Stored items
=== Begin Enclosure ===

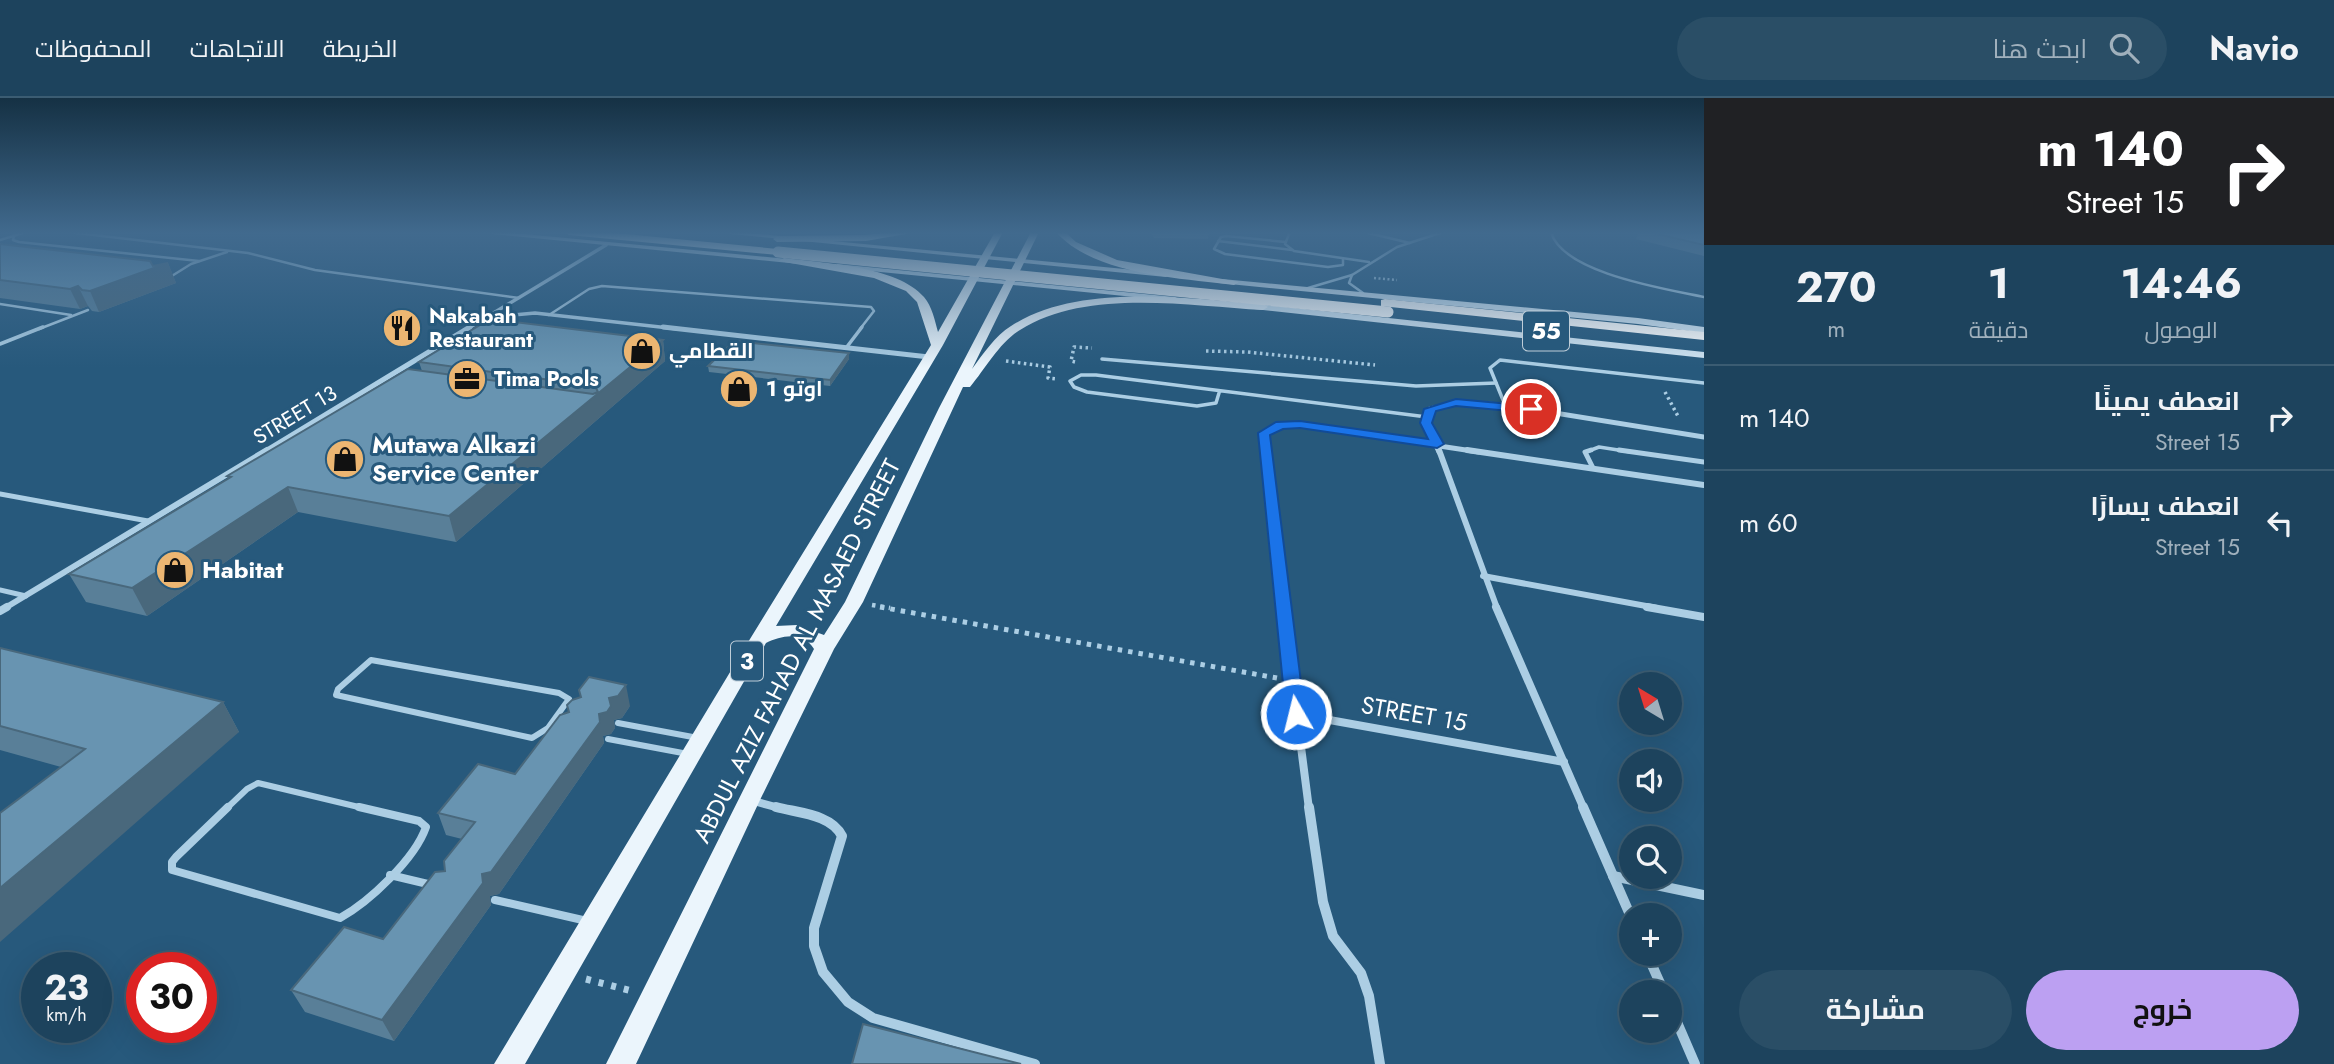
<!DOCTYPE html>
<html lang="ar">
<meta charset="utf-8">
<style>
body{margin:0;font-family:Jost,Cairo,sans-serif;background:#2a4e66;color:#f1f3f6;direction:rtl;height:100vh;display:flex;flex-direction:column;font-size:26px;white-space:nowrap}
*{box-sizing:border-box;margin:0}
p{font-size:23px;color:#a0b0bc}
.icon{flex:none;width:38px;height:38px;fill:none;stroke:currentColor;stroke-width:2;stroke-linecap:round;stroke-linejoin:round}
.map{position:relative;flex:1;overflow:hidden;direction:ltr}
.drawer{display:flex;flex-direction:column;background:#1d435d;width:630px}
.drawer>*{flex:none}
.banner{background:#202124;color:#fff;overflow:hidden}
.needle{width:46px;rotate:322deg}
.tools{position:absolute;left:1619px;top:574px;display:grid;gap:14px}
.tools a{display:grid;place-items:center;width:63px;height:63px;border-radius:50%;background:#1d435d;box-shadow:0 7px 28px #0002,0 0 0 2px #3b5c72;font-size:35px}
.speed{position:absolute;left:21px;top:854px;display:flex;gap:14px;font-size:35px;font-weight:700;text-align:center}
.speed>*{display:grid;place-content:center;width:91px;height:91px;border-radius:50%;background:#1d435d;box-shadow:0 7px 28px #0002,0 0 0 2px #3b5c72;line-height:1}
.speed small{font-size:18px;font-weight:400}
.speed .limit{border:10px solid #d22;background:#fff;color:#111}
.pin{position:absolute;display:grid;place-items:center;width:60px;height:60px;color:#fff;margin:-30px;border:4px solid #fff;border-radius:50%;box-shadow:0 2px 7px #0007}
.me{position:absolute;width:77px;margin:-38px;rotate:352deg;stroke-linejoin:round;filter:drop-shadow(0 0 5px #0008)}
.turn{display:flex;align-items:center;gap:24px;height:147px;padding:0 35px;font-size:32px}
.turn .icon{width:91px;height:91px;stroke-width:2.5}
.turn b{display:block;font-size:49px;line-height:60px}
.eta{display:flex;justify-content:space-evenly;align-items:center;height:119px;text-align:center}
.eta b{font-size:42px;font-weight:700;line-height:49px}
.primary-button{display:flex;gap:14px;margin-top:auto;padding:14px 35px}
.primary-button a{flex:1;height:80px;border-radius:42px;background:#bca0f2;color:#111;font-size:28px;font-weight:700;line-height:80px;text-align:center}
.primary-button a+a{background:#2a4e66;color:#f1f3f6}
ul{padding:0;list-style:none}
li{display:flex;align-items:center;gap:21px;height:105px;padding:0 35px;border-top:2px solid #3b5c72}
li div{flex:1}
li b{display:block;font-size:26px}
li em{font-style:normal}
header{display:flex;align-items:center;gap:42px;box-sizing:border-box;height:98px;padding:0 35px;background:#1d435d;border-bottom:2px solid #3b5c72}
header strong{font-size:33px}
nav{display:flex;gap:38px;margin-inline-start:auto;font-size:24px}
.search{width:490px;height:63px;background:#2a4e66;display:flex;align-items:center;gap:18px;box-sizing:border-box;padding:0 24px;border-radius:38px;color:#a0b0bc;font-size:26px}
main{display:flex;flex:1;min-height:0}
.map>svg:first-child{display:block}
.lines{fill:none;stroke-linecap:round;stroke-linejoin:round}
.path-far4{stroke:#accee4;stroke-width:2.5;stroke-dasharray:2 2.5;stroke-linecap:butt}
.path-far3{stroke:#accee4;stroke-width:3.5;stroke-dasharray:2.5 3.5;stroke-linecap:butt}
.path-far2{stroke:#accee4;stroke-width:4.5;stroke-dasharray:3.5 5;stroke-linecap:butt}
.path-far1{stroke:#accee4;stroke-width:5;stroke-dasharray:4.5 6;stroke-linecap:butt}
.path{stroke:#accee4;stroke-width:7;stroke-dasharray:5 8;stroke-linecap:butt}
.lane-far4{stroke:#accee4;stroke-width:2.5}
.lane-far3{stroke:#accee4;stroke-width:3.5}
.lane-far2{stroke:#accee4;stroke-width:5}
.lane-far1{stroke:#accee4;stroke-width:6}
.lane{stroke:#accee4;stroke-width:8}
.street-far4{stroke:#accee4;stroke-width:3.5}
.street-far3{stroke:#accee4;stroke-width:5}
.street-far2{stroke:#accee4;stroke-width:6}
.street-far1{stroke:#accee4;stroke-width:8}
.street{stroke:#accee4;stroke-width:10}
.secondary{fill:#d4e7f4;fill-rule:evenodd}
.primary{fill:#ebf5fc;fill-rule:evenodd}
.highway{fill:#fff;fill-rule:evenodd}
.highway-bridge{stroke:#fff;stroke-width:11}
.wall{fill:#597f98}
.shaded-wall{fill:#49687c}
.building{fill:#6894b1;stroke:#49687c;stroke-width:2}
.route{fill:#1a73e8;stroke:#114b97;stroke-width:2}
.labels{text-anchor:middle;stroke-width:6;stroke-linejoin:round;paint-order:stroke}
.far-poi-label{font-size:21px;font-weight:bold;fill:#fff;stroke:#27597c;text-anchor:start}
.far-street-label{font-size:21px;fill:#fff;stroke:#27597c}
.shield{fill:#27597c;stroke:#becdd8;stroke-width:2}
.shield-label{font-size:23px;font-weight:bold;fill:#fff}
.poi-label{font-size:24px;font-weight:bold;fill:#fff;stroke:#27597c;text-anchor:start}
.street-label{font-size:24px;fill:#fff;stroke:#27597c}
</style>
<header>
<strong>Navio</strong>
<div class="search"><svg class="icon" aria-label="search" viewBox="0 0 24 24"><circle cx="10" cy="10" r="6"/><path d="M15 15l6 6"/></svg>ابحث هنا</div>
<nav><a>الخريطة</a><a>الاتجاهات</a><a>المحفوظات</a></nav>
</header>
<main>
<section class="drawer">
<div class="banner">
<div class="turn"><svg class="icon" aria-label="right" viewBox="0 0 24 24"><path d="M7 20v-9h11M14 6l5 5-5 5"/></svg><div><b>140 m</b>Street 15</div></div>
</div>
<div class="eta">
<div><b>14:46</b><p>الوصول</p></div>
<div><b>1</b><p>دقيقة</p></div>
<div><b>270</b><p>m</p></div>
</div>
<ul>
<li><svg class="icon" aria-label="right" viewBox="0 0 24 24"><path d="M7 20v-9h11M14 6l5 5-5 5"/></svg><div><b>انعطف يمينًا</b><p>Street 15</p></div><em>140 m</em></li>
<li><svg class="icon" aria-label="left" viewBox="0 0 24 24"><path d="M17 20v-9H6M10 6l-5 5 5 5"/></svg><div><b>انعطف يسارًا</b><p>Street 15</p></div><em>60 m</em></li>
</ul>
<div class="primary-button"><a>خروج</a><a>مشاركة</a></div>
</section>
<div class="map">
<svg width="1704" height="966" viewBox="0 0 1704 966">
<rect width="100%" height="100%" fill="#27597c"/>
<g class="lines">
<polyline class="path-far4" points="1374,180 1397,182"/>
<g class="path-far3">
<polyline points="1206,253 1247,254 1375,267"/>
<polyline points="1006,263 1050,269 1048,280 1057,281"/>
<polyline points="1075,264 1071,263 1074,249 1092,250"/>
<polyline points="1665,294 1679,320"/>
</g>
<polyline class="path-far2" points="872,507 890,510"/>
<polyline class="path-far1" points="880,509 1277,580"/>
<polyline class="path" points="586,881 632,893"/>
<g class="lane-far4">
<polyline points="68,134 248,155 315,172 519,200"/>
<polyline points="1290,134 1285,146 1294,153 1369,164"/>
<polyline points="1364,134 1410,145"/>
<path d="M 1551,134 C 1562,175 1666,191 1704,199"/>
<polyline points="14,138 13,142 19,144 199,163"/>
<polyline points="0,142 26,134"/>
<polyline points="1218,143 1292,152"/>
<polyline points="1286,144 1226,138 1221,139 1214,151 1225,156 1328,169 1343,167 1343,161"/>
<polyline points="1352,177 1349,185 1363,195"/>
<polyline points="167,181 191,166 227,154"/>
<polyline points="1308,190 1352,177 1397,149 1443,134"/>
<polyline points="0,206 71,217"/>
<polyline points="549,217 589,191 602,188 871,209 874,213 860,231"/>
<polyline points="39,231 88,212"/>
</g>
<g class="lane-far3">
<polyline points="0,246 43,229"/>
<polyline points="846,250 862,229"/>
<polyline points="1102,261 1416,288 1496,285"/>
<polyline points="1219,295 1216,305 1197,308 1087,294 1074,289 1070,283 1081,277 1096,277 1427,319"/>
<polyline points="1505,307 1490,270 1500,262 1704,285"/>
<polyline points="1586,354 1599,349 1631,354"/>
</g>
<g class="lane-far2">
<polyline points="1591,352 1585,354 1593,370"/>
<polyline points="1619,352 1704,364"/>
<polyline points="0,396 148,423"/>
<polyline points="0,492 26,498"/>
</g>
<g class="lane-far1">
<polygon points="371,562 559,595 569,601 548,630 532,640 336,597 338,591"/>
<polyline points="618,625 698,640"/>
<polyline points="608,641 688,656"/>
<polyline points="226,711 247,691 258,685 367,711"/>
</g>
<g class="lane">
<path d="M 228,709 L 176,759 L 172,764 L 172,772 L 340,820 C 369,804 415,761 426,729 L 419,723 L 359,709"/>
<polyline points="390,777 432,787"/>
<polyline points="495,802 587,823"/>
</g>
<g class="street-far4">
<polyline points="491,219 535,215 678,231"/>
<polyline points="467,231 606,147"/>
</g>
<g class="street-far3">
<polyline points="663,229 929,259"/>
<polyline points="264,354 470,229"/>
<polyline points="1266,354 1264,335 1281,327 1300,327 1479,354"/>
<polyline points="1439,354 1426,325 1430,311 1456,305 1505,307 1704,339"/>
</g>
<g class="street-far2">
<polyline points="1266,352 1283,510"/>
<polyline points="1439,352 1497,510"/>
<polyline points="1467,352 1704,387"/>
<polyline points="1483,478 1657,510"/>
<polyline points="5,510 267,352"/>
</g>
<g class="street-far1">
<polyline points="1283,509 1309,711"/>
<polyline points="1496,509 1584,711"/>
<polyline points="1647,509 1704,519"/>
<polyline points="0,513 7,509"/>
<polyline points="1296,616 1564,664"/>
<polyline points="750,702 783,711"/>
</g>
<g class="street">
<path d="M 776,709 C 798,715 831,716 842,738 L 814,830 L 814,848 L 823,874 L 848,904 L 873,920 L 1035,966"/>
<polyline points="1309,709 1323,804 1333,838 1361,875 1369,898 1380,966"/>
<polyline points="1583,709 1631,819"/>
<polyline points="1613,778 1704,797"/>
<polyline points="1647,856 1664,894"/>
<polyline points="1670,908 1695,966"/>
</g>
<g class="secondary">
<polygon points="473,134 502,134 799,162 803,164 799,166"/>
<polygon points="711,134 739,134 1166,175 1170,177 1166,179"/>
<polygon points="837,166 1175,199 1179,201 1175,203 840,170 837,170"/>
<polygon points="1222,181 1638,220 1704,229 1704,235 1638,226 1219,185 1219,181"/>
<polygon points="1248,205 1704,254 1704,260 1245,210 1245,206"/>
</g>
<g class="primary">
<polygon points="890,134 917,134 866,143 777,144 773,141 777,138 866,137"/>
<path d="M 995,134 L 1003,134 L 943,247 L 776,528 L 797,527 L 824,537 L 845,504 L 939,310 L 1031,134 L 1039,134 L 972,271 C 983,256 995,238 1011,228 C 1080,184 1186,201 1263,206 L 1268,209 L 1263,212 C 1188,208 1086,190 1020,232 C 999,245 986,270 970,289 L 963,289 L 863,504 L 834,551 L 760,702 L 636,966 L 606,966 L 814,551 C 803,533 782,537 766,545 L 525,966 L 494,966 L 750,541 L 931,247 L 917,204 L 906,193 L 874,180 L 779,163 L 784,160 C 822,165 898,168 924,199 C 932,208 935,223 938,234 Z"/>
<path d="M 1056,134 L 1065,134 L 1076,144 L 1117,162 L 1239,184 L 1234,187 C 1180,180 1094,177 1056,134 Z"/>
</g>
<g class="highway">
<polygon points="564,134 605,134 778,151 784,154 778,157 569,137"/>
<polygon points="1385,201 1704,234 1704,242 1381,208 1381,202"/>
</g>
<polyline class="highway-bridge" points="778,154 1388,214"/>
</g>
<g class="wall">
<polygon points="1150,134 1209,134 1208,141 1154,140"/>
<polygon points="1639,134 1704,134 1704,158 1636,141"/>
<polygon points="0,146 153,168 168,165 176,185 99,214 92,213 88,208 80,211 0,200"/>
<polygon points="663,242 665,263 456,444 298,414 147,518 86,504 69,476 228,381 227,378 422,273 419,264"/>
<polygon points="849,255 849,261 830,288 709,274 708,268"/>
<polygon points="0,550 223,604 239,634 61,669 0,652"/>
<polygon points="630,608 622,620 614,622 615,630 611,636 603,638 604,645 499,796 490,798 491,807 394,943 305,914 291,892 383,841 445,773 462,741 446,737 438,715 515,676"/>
</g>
<g class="shaded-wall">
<polygon points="168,165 176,185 99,214 90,193"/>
<polygon points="78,188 88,208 80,211 70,191"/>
<polygon points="663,242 665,263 456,444 449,418"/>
<polygon points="849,255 849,261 830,288 830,282"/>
<polygon points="288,389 298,414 147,518 132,490"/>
<polygon points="626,587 630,608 622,620 614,622 615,630 611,636 603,638 604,645 499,796 490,798 491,807 394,943 382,922 482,776 599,616 609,600"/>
<polygon points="223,604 239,634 0,844 0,790"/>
</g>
<g class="building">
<polygon points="1649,134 1704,134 1704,147"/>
<polygon points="0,146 150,163 153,168 168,165 90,193 82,192 78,188 70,191 0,182"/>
<polygon points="490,221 663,242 449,418 288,389 132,490 69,476 231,379 227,378 408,271 593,296 598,294 595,288 419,264"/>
<polygon points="734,243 849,255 830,282 708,268"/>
<polygon points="0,550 223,604 0,790 0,715 85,651 0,628"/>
<polygon points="589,579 626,587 618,598 609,600 611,608 607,614 599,616 600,624 491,774 482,776 483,785 382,922 291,892 344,829 383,841 435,774 445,773 444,763 475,724 438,715 478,666 515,676 560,617 569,614 567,607 572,602 581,599 579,592"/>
<polygon points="863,926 1021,966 852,966"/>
</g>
<linearGradient id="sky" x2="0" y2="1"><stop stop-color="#153144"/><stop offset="0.5" stop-color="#416a8e"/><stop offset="1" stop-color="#416a8e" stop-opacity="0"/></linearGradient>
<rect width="1704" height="270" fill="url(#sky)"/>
<polygon class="route" points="1456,301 1531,308 1537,311 1531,315 1456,308 1436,313 1432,325 1444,346 1437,350 1300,330 1283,331 1270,337 1305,616 1303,621 1289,621 1286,616 1258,335 1276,324 1300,323 1428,341 1420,325 1424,311"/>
<defs>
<g id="restaurant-disc" transform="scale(2.0125)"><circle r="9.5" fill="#ecb672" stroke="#27597c"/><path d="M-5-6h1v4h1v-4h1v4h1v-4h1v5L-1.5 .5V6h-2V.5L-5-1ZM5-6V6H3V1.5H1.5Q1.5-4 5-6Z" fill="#111"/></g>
<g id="shop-disc" transform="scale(2.0125)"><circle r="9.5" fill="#ecb672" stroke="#27597c"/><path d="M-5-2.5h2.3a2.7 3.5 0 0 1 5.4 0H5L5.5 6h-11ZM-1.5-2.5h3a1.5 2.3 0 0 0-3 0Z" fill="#111"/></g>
<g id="office-disc" transform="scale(2.0125)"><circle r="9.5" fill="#ecb672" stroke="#27597c"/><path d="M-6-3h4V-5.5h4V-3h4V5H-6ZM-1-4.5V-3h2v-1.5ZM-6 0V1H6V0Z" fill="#111"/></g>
</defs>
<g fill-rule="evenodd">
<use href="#restaurant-disc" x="402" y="230"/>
<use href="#shop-disc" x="642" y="253"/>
<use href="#office-disc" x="467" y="281"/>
<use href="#shop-disc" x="739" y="291"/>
<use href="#shop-disc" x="345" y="361"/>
<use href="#shop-disc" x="175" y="472"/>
</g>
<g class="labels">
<g class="far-poi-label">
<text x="429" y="225">Nakabah<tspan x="429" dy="24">Restaurant</tspan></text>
<text x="669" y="260">القطامي</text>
<text x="494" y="288">Tima Pools</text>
<text x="766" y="298">اوتو 1</text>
</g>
<g class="far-street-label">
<text transform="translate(295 317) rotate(-31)" y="7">STREET 13</text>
</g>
<g class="shield">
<rect x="1523" y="213.5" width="46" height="39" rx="5"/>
<rect x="731" y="543.5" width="32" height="39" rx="5"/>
</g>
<g class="shield-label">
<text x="1546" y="241">55</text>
<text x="747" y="571">3</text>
</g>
<g class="poi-label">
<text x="372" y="355">Mutawa Alkazi<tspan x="372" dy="28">Service Center</tspan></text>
<text x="202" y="480">Habitat</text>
</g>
<g class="street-label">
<text transform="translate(797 553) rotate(-63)" y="8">ABDUL AZIZ FAHAD AL MASAED STREET</text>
<text transform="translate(1414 616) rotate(10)" y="8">STREET 15</text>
</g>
</g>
</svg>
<div class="tools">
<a><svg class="needle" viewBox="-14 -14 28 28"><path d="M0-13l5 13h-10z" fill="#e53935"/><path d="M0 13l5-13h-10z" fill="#a0b0bc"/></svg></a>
<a><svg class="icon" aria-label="sound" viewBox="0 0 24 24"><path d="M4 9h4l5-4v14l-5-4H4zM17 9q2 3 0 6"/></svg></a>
<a><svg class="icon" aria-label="search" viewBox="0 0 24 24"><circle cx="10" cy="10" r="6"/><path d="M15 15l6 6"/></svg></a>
<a>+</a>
<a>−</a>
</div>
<div class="speed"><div>23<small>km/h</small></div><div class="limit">30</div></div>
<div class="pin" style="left:1531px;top:311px;background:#d93025"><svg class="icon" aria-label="arrive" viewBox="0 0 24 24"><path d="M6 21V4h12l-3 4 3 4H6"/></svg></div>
<svg class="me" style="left:1296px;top:616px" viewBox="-20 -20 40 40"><circle r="17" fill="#1a73e8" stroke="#fff" stroke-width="3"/><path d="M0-11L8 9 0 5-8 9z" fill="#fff"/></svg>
</div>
</main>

=== End Enclosure ===

--- WORK INSTRUCTION ---
Among the entries above, how many lines hold the string "grid"? Respond with nothing but the number.

--- SOLUTION TO THE EXERCISE ---
4